Maquinitas de gastar con patas y un barrigón de miedo, eso es lo que somos para todos ellos. Y vamos y picamos todas, especialmente si somos primerizas. Nos hacen creer que necesitamos mucho más de lo que necesitamos: no un producto genérico, sino el producto que ellos publicitan, que para eso se han gastado mucha pasta en anuncios en donde nos llaman poco menos que malas madres si se nos ocurre escatimar en gastos durante la gestación y después de ella.

 

¿Un poquito embarazada?

Ni poquito ni mucho, embarazada y punto, que en esto no hay término medio. Entonces, ¿por qué tenemos que irnos a comprar el Predictor o el Clear Blue de las narices cuando hay sucedáneos que cuestan la mitad? Sí, seguramente si sólo ha pasado un día desde la fecha supuesta de la regla esas pruebas tengan más fiabilidad, pero ¿qué prisa llevamos? Les puedo asegurar que una semana después todos los gatos son pardos y lo mismo da una que otra (yo ni siquiera he tenido que esperar los 5 minutos de rigor cuando me ha dado positivo. Había ya tanta gonadotropina coriónica en mi organismo que la aparición de las rayas fue visto y no visto). En lugar de dejarnos el sueldo en pruebas caras, podemos comprar una barata y tirarnos esa semana de espera durmiendo, comiendo y cuidándonos como si ya estuviéramos en estado de buena esperanza. Y si no lo estamos… ¡pues que nos quiten lo bailado! Y por si no hubiera suficiente con el dinero invertido en pruebas de embarazo, ahora se han inventado una que "predice" el sexo del bebé con una fiabilidad del 80 por ciento. Como para salir a repartir puros o bombones cuando ni siquiera hay una barriga para presumir (que no ha sido mi caso, jajajaja).

 

El timo de los multivitamínicos

Según la Organización Mundial de la Salud, los únicos suplementos que una mujer gestante con una alimentación balanceada necesita son dos: el ácido fólico (que se recomienda tomar cuando empieza a buscarse el embarazo y hasta la semana 12) y el hierro (cuyo uso intensivo e indiscriminado, por otro lado, despierta suspicacias por parte de algunos profesionales). Aquí en España algunos expertos, a la luz de nuevos estudios, han empezado además a prescribir yodo a las embarazadas y a las madres en período de lactancia  por considerar que las cantidades de este compuesto que se ingieren a través del pescado y la sal yodada en este país son insuficientes para estos casos.

 

 

La buena noticia es que el ácido fólico y el yodo cuestan cada uno sobre los 3 euros la caja para un mes, lo que es francamente asumible en términos económicos. ¿La mala? Que salimos de la consulta del ginecólogo con muestras gratis de Natalbén, que hace más o menos lo mismo por… 15 euros (o, si vamos al herbolario, con Floradix, que cuesta incluso más). Cuando la cajita se acaba, se nos hace impensable consumir ácido fólico y yodo modos y lirondos y terminando pagando el triple "por si acaso". Por si acaso nada, las recomendaciones están muy claras: sólo son necesarios estos dos suplementos, lo demás sobra. Y lo que nos estamos gastando en multivitamínicos nos vendría muy bien para comprar mucha comida rica de la mejor calidad con la cual nutrirnos sin tener que tomar ninguna pastillita (y sin efectos secundarios, que todos los que han tomado hierro saben a lo que me refiero, ejem).

 

¿Una habitación con vistas al mar?

Digo yo, será esa la diferencia entre ir por la privada y por la Seguridad Social (en Valencia). Porque yo, que he estado de ambos lados, me he sentido más arropada en la SS, en donde tienen los mejores equipos y los mejores tratamientos (aunque no tengan los últimos números del Hola en la sala de espera, todo hay que decirlo).

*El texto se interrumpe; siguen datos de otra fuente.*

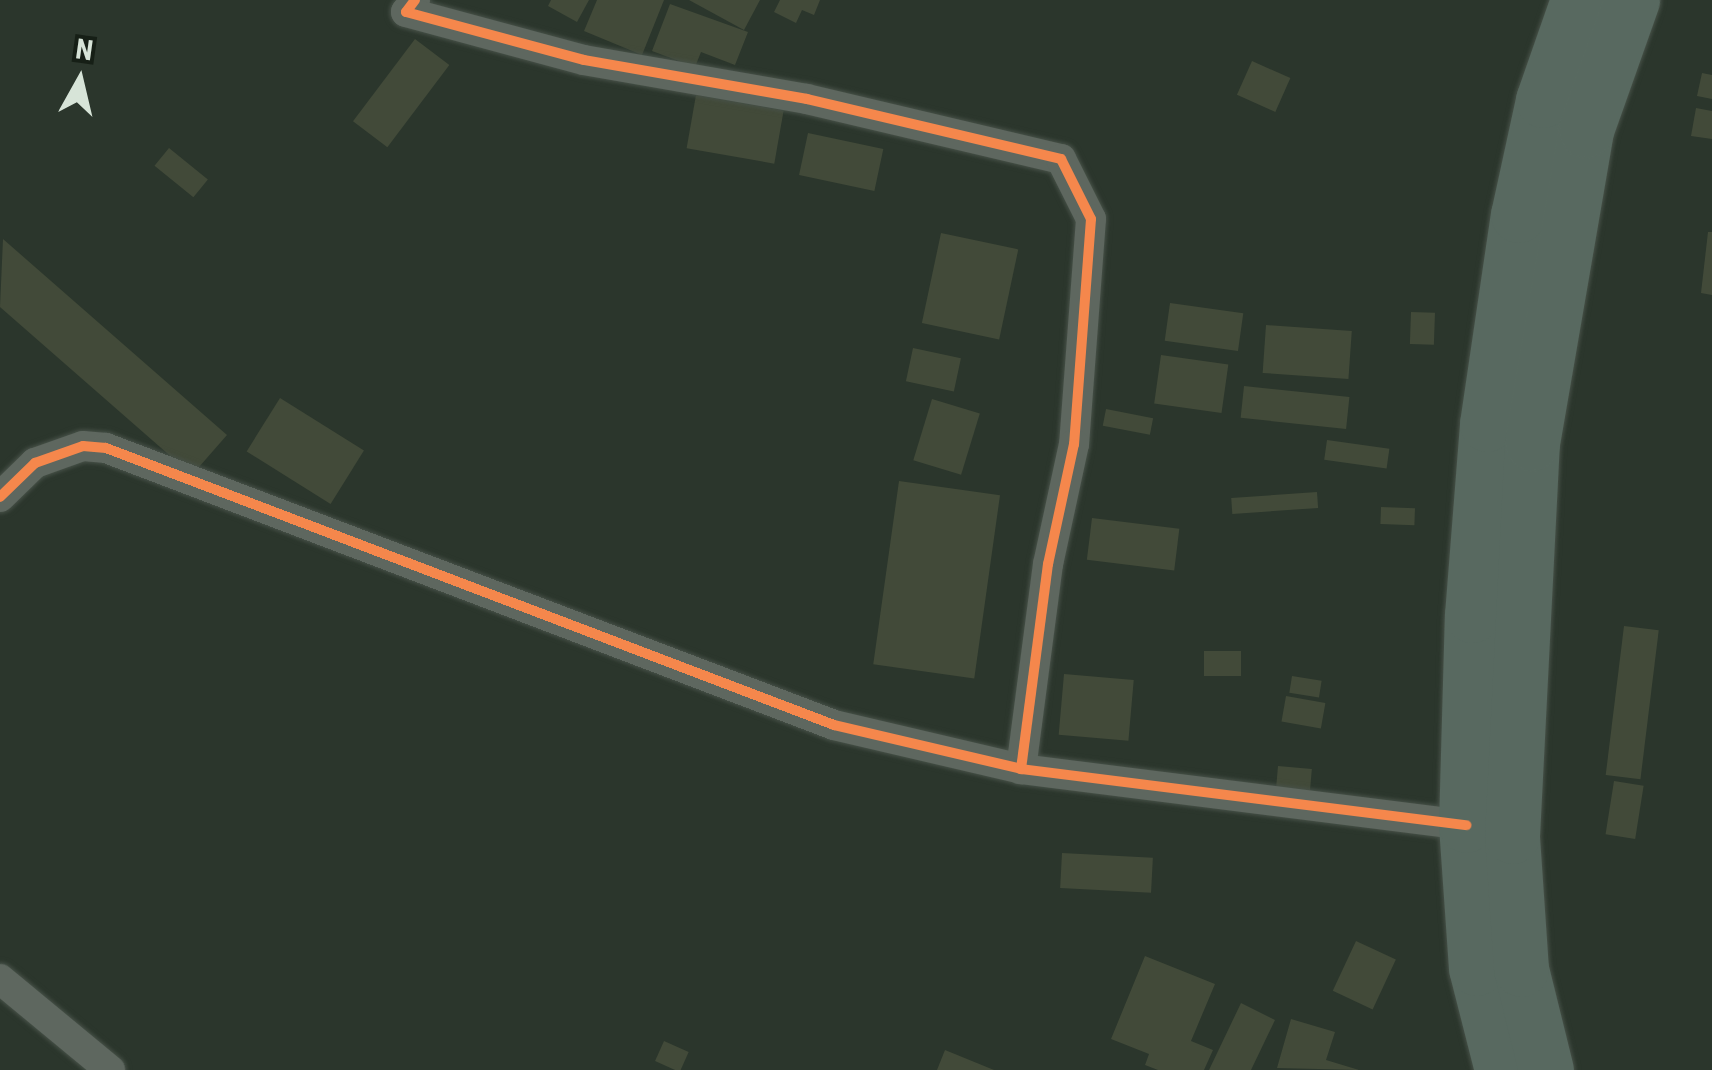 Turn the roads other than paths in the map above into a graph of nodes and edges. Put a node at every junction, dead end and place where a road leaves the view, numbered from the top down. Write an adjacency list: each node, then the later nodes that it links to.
1 (416, 0): 5 (street)
2 (1578, 0): 6 (highway)
3 (1632, 0): 10 (highway)
4 (0, 498): 5 (street)
5 (1021, 768): 6 (street)
6 (1466, 825): 9 (highway)
7 (0, 979): 8 (street)
8 (110, 1070)
9 (1502, 1070)
10 (1546, 1070)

Y salvo que seas de la realeza o de la jet set -o, hablando en plata, que pagues las consultas a tocateja-, el trato que recibe un paciente en la privada cuando va por una compañía de seguros no tiene mucho de exclusivo, la verdad. Yo he estado a punto de poner un reclamación a mi compañía después de que varios ginecólogos a los que llamé por teléfono para pedirles hora se negaran a atenderme porque "ellos no llevan partos", "tienen la agenda cubierta hasta diciembre", "sólo dan seguimiento de embarazo a clientas antiguas" "han decidido no atender partos de compañías de seguros, para darles atención exclusiva a las clientas que pagan en efectivo".  Pues oye, que se borren del cuadro médico, y así antes de contratar un seguro tendremos información real sobre los ginecólogos a los que verdaderamente podemos acceder.

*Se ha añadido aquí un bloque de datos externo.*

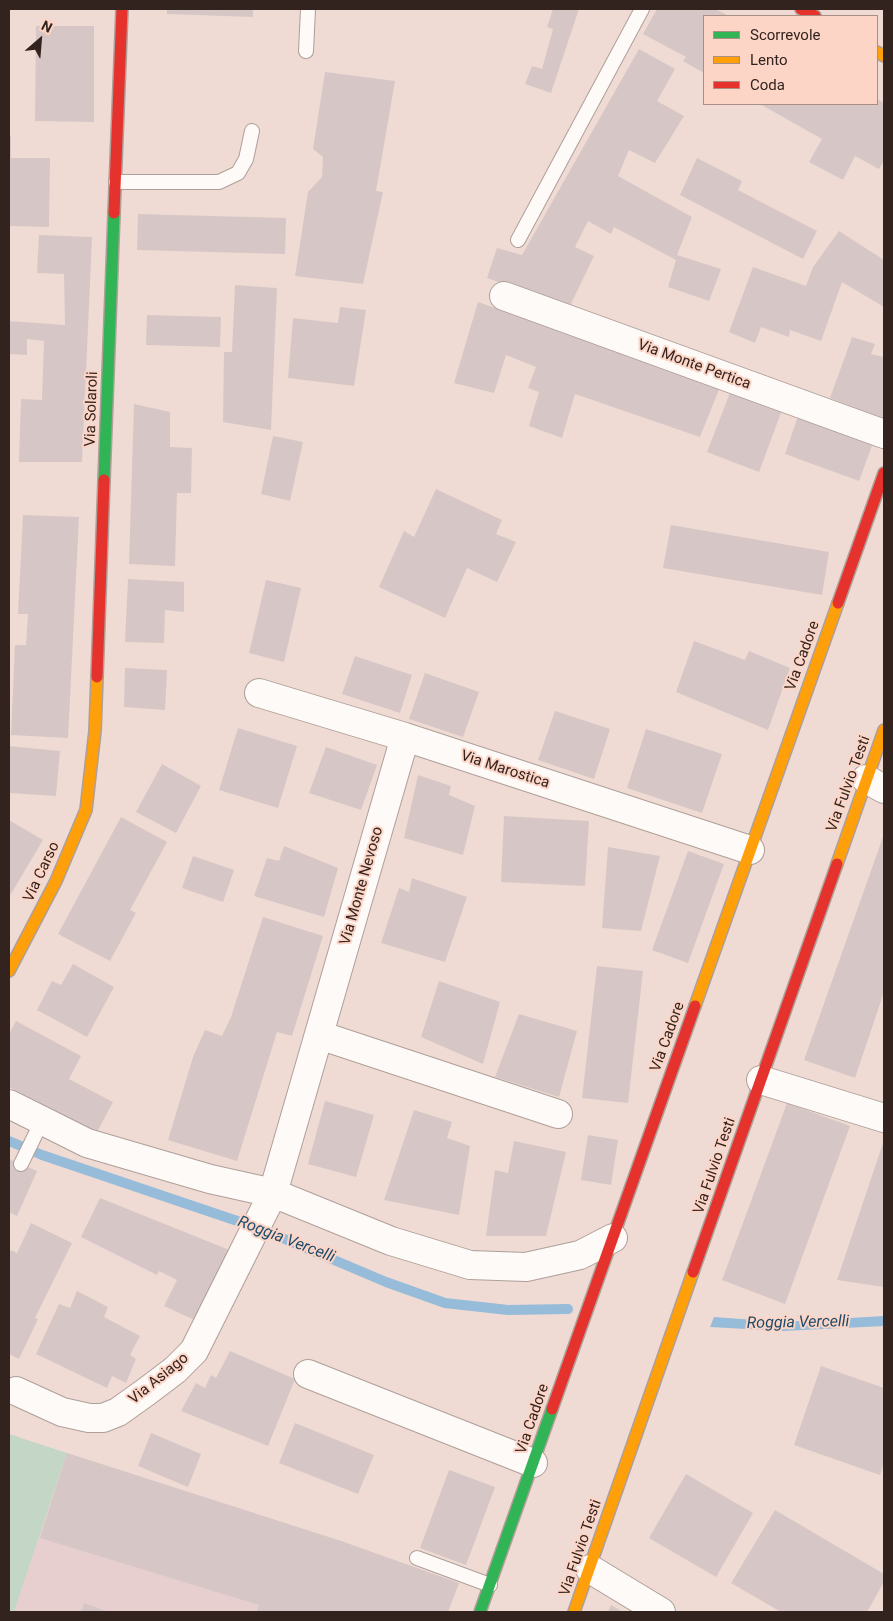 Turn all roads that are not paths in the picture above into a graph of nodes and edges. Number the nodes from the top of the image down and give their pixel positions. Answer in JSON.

¿Vale la pena contratar un seguro médico en estas condiciones, en los tiempos que corren? Yo creo que no. A fin de cuentas en la SS te van a atender igual, y ahí como hacen guardias siempre tienes un médico disponible para cualquier tipo de emergencia. La habitación no será individual, ni el sofá del acompañante muy cómodo… pero oye, yo prefiero pedirme las vistas al mar para el apartamento de la playa, que en el hospital nos quedamos como mucho dos o tres días…

¡Mírame bien, mami, que esta foto cuesta un pastón!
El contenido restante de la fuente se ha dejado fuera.